- REQUIREMENT -
Transcribe everything in the listing below exactly, except the pictures.
⟨
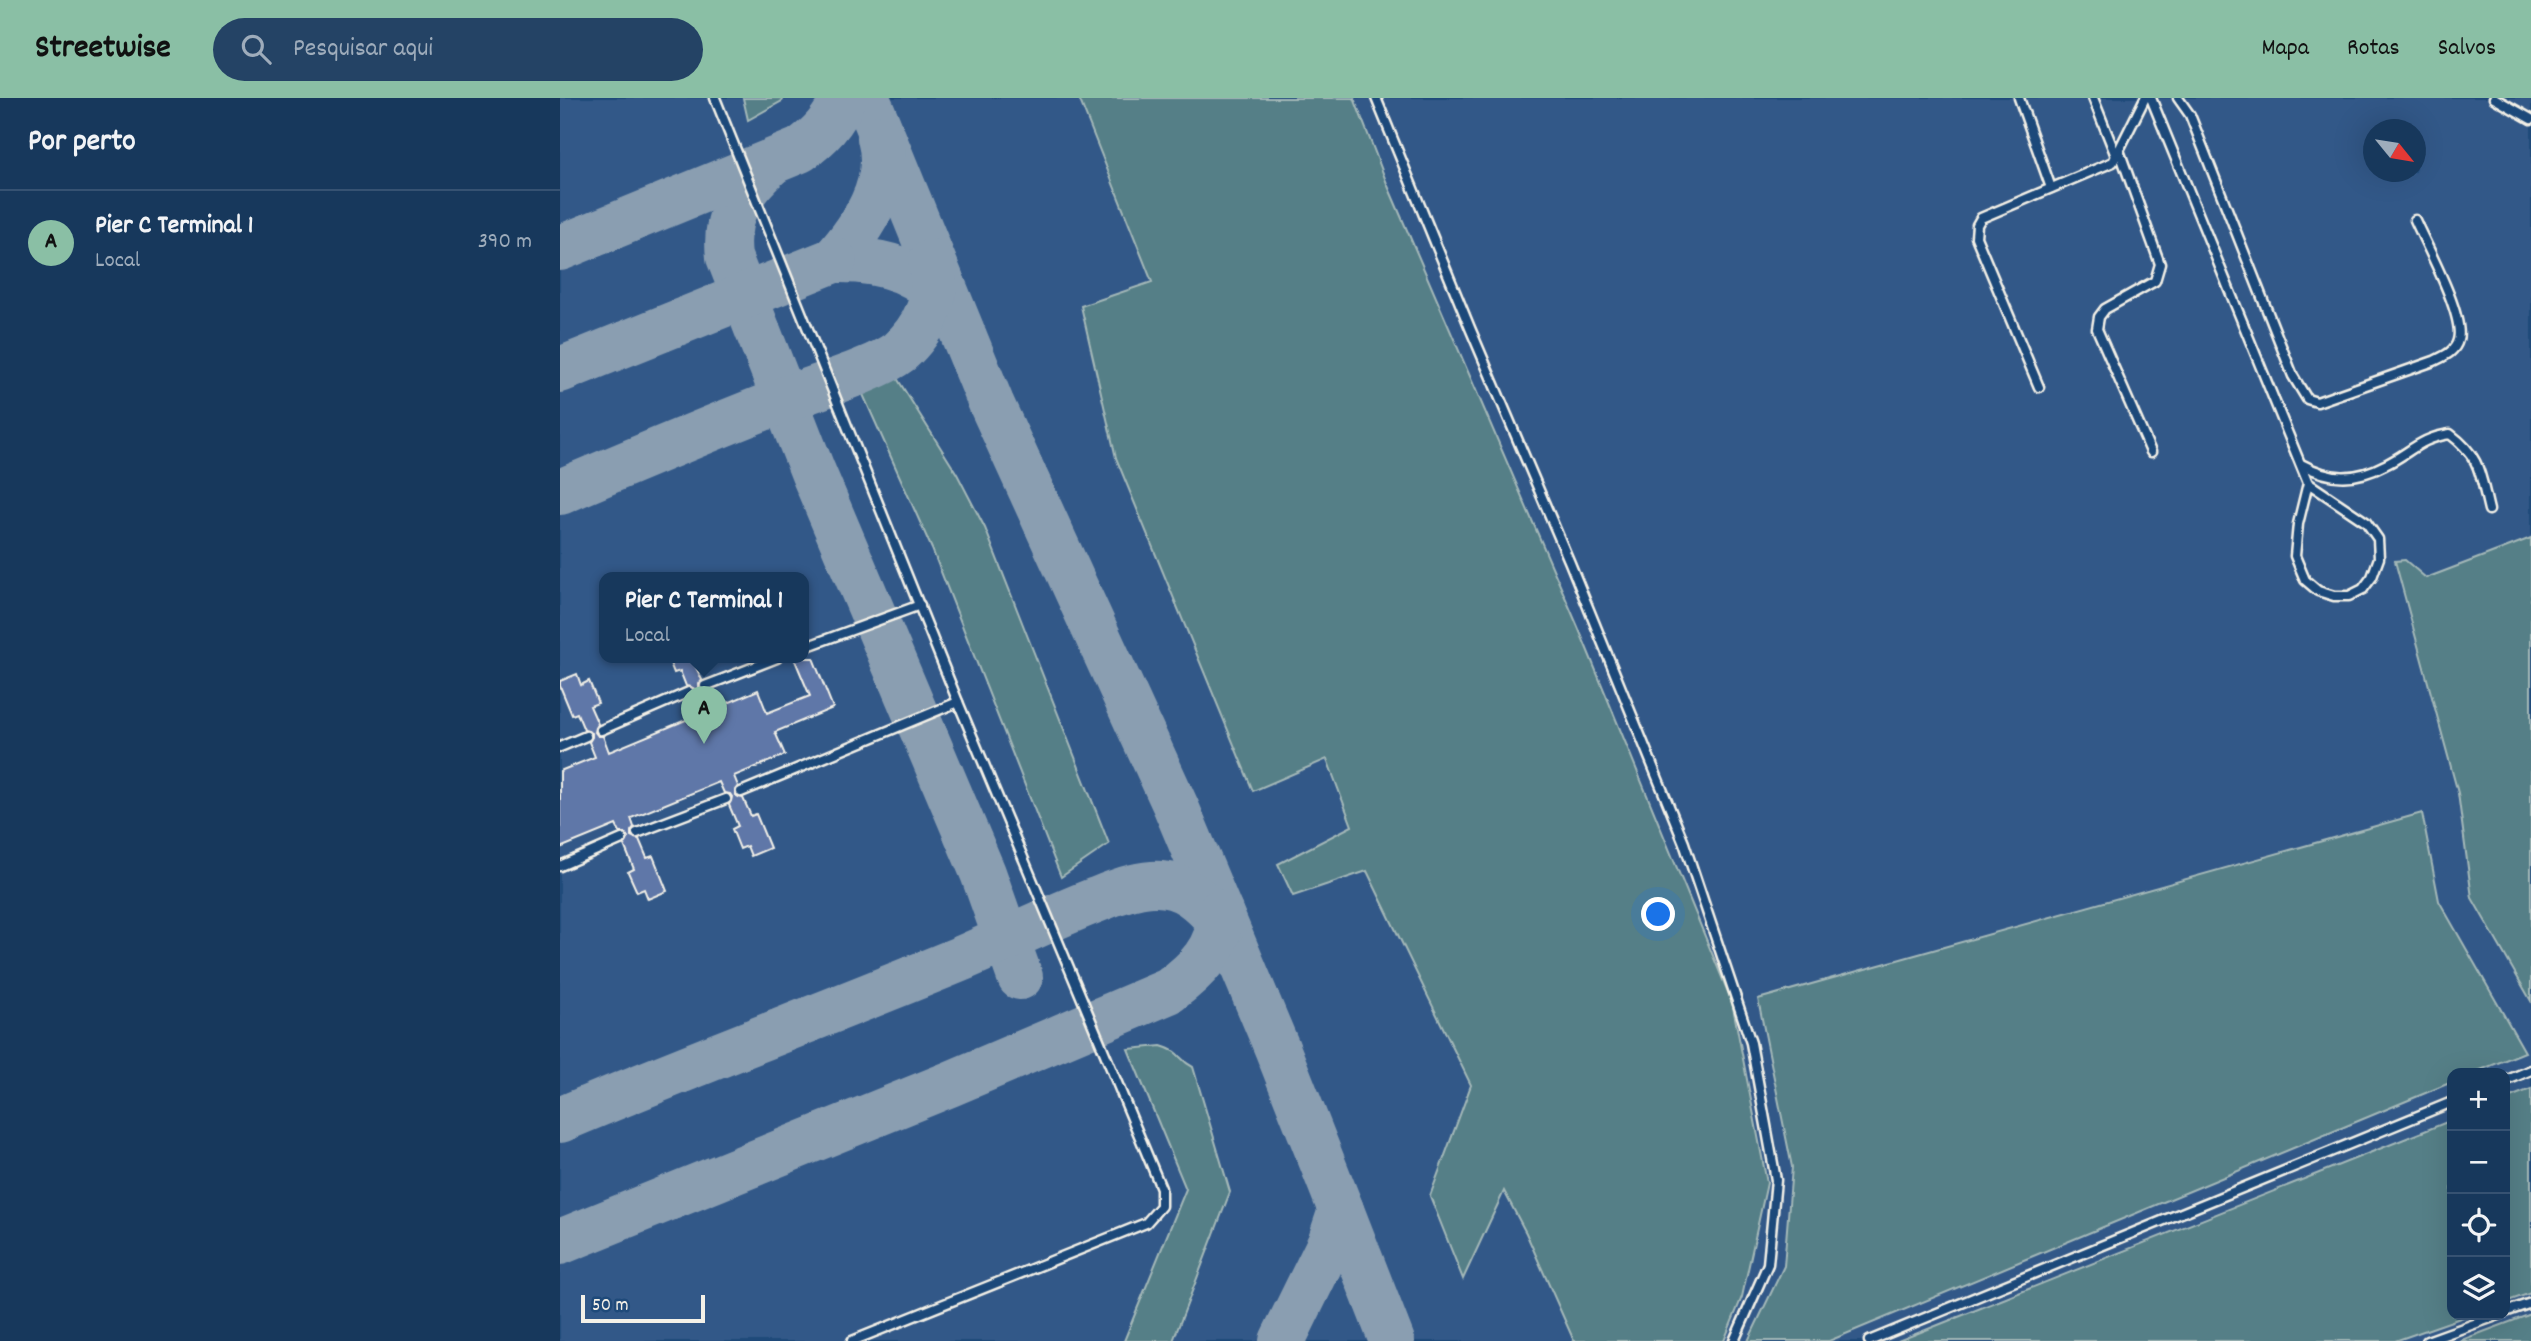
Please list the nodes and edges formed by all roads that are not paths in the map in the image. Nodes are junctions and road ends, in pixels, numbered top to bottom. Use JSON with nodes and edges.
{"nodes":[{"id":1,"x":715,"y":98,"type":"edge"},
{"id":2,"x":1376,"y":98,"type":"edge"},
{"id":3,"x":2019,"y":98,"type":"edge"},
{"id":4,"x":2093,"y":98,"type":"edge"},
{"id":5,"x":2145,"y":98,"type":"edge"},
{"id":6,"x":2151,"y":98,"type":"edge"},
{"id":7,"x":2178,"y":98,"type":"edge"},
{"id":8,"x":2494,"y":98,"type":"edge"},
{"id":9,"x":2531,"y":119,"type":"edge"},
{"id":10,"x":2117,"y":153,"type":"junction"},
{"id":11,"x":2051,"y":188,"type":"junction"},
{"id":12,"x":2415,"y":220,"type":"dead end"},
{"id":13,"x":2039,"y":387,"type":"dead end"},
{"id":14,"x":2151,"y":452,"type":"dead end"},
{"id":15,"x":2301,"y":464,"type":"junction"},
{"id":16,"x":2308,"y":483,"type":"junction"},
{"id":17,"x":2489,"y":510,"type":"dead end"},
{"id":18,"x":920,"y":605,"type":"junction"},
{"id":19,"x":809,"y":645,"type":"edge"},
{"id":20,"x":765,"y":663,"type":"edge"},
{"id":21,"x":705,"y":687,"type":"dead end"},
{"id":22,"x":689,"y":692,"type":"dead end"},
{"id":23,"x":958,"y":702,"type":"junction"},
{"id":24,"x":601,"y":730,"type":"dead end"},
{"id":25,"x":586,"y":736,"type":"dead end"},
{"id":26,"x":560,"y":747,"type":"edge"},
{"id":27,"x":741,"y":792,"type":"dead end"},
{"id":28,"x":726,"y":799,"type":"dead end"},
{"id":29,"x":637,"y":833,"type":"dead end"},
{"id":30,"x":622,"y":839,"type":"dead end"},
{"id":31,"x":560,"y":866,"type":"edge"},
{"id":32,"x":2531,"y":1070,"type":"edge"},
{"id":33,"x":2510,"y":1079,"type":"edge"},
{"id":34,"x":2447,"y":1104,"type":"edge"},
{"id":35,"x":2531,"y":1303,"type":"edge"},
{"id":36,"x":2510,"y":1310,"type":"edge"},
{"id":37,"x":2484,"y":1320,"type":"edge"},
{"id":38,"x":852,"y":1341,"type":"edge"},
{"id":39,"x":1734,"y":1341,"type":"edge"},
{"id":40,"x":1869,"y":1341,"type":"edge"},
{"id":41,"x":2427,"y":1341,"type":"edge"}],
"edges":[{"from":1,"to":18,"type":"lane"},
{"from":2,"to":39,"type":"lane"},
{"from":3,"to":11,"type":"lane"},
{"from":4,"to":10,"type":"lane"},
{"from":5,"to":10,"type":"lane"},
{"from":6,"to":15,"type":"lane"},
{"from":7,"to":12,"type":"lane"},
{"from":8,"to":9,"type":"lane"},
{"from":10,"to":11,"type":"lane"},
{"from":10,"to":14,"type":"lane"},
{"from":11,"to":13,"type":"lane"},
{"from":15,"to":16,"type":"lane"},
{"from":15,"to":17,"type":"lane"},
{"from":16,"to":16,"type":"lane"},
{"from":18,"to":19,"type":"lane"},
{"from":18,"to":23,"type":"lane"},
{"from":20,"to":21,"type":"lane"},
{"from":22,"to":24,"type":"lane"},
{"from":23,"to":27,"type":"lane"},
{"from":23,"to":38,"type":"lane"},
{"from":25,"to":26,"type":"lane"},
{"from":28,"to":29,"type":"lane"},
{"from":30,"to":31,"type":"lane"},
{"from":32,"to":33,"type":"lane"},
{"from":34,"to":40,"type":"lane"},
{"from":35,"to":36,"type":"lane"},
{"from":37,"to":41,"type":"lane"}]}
⟩
- RESULT OF THE TASK -
Please list the nodes and edges formed by all roads that are not paths in the map in the image. Nodes are junctions and road ends, in pixels, numbered top to bottom. Use JSON with nodes and edges.
{"nodes":[{"id":1,"x":715,"y":98,"type":"edge"},
{"id":2,"x":1376,"y":98,"type":"edge"},
{"id":3,"x":2019,"y":98,"type":"edge"},
{"id":4,"x":2093,"y":98,"type":"edge"},
{"id":5,"x":2145,"y":98,"type":"edge"},
{"id":6,"x":2151,"y":98,"type":"edge"},
{"id":7,"x":2178,"y":98,"type":"edge"},
{"id":8,"x":2494,"y":98,"type":"edge"},
{"id":9,"x":2531,"y":119,"type":"edge"},
{"id":10,"x":2117,"y":153,"type":"junction"},
{"id":11,"x":2051,"y":188,"type":"junction"},
{"id":12,"x":2415,"y":220,"type":"dead end"},
{"id":13,"x":2039,"y":387,"type":"dead end"},
{"id":14,"x":2151,"y":452,"type":"dead end"},
{"id":15,"x":2301,"y":464,"type":"junction"},
{"id":16,"x":2308,"y":483,"type":"junction"},
{"id":17,"x":2489,"y":510,"type":"dead end"},
{"id":18,"x":920,"y":605,"type":"junction"},
{"id":19,"x":809,"y":645,"type":"edge"},
{"id":20,"x":765,"y":663,"type":"edge"},
{"id":21,"x":705,"y":687,"type":"dead end"},
{"id":22,"x":689,"y":692,"type":"dead end"},
{"id":23,"x":958,"y":702,"type":"junction"},
{"id":24,"x":601,"y":730,"type":"dead end"},
{"id":25,"x":586,"y":736,"type":"dead end"},
{"id":26,"x":560,"y":747,"type":"edge"},
{"id":27,"x":741,"y":792,"type":"dead end"},
{"id":28,"x":726,"y":799,"type":"dead end"},
{"id":29,"x":637,"y":833,"type":"dead end"},
{"id":30,"x":622,"y":839,"type":"dead end"},
{"id":31,"x":560,"y":866,"type":"edge"},
{"id":32,"x":2531,"y":1070,"type":"edge"},
{"id":33,"x":2510,"y":1079,"type":"edge"},
{"id":34,"x":2447,"y":1104,"type":"edge"},
{"id":35,"x":2531,"y":1303,"type":"edge"},
{"id":36,"x":2510,"y":1310,"type":"edge"},
{"id":37,"x":2484,"y":1320,"type":"edge"},
{"id":38,"x":852,"y":1341,"type":"edge"},
{"id":39,"x":1734,"y":1341,"type":"edge"},
{"id":40,"x":1869,"y":1341,"type":"edge"},
{"id":41,"x":2427,"y":1341,"type":"edge"}],
"edges":[{"from":1,"to":18,"type":"lane"},
{"from":2,"to":39,"type":"lane"},
{"from":3,"to":11,"type":"lane"},
{"from":4,"to":10,"type":"lane"},
{"from":5,"to":10,"type":"lane"},
{"from":6,"to":15,"type":"lane"},
{"from":7,"to":12,"type":"lane"},
{"from":8,"to":9,"type":"lane"},
{"from":10,"to":11,"type":"lane"},
{"from":10,"to":14,"type":"lane"},
{"from":11,"to":13,"type":"lane"},
{"from":15,"to":16,"type":"lane"},
{"from":15,"to":17,"type":"lane"},
{"from":16,"to":16,"type":"lane"},
{"from":18,"to":19,"type":"lane"},
{"from":18,"to":23,"type":"lane"},
{"from":20,"to":21,"type":"lane"},
{"from":22,"to":24,"type":"lane"},
{"from":23,"to":27,"type":"lane"},
{"from":23,"to":38,"type":"lane"},
{"from":25,"to":26,"type":"lane"},
{"from":28,"to":29,"type":"lane"},
{"from":30,"to":31,"type":"lane"},
{"from":32,"to":33,"type":"lane"},
{"from":34,"to":40,"type":"lane"},
{"from":35,"to":36,"type":"lane"},
{"from":37,"to":41,"type":"lane"}]}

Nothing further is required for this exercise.